Records to use:
----

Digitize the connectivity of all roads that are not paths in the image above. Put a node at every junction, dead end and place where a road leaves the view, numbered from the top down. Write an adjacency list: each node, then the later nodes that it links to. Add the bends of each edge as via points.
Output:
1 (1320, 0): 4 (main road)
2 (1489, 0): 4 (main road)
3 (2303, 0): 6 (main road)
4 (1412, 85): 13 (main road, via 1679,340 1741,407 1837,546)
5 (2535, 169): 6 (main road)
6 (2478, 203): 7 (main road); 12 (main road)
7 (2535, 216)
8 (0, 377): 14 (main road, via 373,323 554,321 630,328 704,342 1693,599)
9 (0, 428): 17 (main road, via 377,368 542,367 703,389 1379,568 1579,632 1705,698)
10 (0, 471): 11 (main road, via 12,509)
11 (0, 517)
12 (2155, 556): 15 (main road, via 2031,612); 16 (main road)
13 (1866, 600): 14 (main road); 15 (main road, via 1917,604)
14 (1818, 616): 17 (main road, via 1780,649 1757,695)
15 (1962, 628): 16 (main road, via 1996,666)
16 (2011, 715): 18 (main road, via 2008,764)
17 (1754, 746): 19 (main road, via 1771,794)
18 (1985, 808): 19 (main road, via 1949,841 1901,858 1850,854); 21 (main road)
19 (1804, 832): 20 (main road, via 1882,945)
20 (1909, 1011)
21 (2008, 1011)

----

Description of the task: Each entry should be reproduced in the output exactly.

Result of the exercise:
Digitize the connectivity of all roads that are not paths in the image above. Put a node at every junction, dead end and place where a road leaves the view, numbered from the top down. Write an adjacency list: each node, then the later nodes that it links to. Add the bends of each edge as via points.
Output:
1 (1320, 0): 4 (main road)
2 (1489, 0): 4 (main road)
3 (2303, 0): 6 (main road)
4 (1412, 85): 13 (main road, via 1679,340 1741,407 1837,546)
5 (2535, 169): 6 (main road)
6 (2478, 203): 7 (main road); 12 (main road)
7 (2535, 216)
8 (0, 377): 14 (main road, via 373,323 554,321 630,328 704,342 1693,599)
9 (0, 428): 17 (main road, via 377,368 542,367 703,389 1379,568 1579,632 1705,698)
10 (0, 471): 11 (main road, via 12,509)
11 (0, 517)
12 (2155, 556): 15 (main road, via 2031,612); 16 (main road)
13 (1866, 600): 14 (main road); 15 (main road, via 1917,604)
14 (1818, 616): 17 (main road, via 1780,649 1757,695)
15 (1962, 628): 16 (main road, via 1996,666)
16 (2011, 715): 18 (main road, via 2008,764)
17 (1754, 746): 19 (main road, via 1771,794)
18 (1985, 808): 19 (main road, via 1949,841 1901,858 1850,854); 21 (main road)
19 (1804, 832): 20 (main road, via 1882,945)
20 (1909, 1011)
21 (2008, 1011)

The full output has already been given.